Exercise: The word "Avenida" may appear in lines of the data; say how many such lines there are, with nothing beyond the number.

---+---

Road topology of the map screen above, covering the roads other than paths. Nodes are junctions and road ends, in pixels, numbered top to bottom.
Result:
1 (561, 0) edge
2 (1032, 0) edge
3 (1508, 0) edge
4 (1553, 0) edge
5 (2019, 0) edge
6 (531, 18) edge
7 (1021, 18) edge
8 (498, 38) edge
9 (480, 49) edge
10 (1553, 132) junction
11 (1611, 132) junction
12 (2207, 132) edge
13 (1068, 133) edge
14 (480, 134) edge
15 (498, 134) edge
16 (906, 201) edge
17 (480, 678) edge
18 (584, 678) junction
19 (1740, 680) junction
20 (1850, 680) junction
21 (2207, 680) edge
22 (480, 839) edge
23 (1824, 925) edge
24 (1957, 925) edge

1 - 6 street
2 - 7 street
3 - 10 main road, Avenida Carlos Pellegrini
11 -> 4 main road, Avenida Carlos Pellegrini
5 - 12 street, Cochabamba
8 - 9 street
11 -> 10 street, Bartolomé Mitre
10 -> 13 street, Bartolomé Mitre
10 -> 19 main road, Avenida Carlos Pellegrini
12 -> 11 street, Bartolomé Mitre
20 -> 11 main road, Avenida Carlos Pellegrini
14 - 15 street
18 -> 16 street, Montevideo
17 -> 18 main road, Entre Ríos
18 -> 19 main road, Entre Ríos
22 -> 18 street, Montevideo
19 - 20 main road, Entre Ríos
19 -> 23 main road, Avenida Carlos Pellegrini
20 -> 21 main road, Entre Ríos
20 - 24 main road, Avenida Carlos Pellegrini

---+---

Solution: 6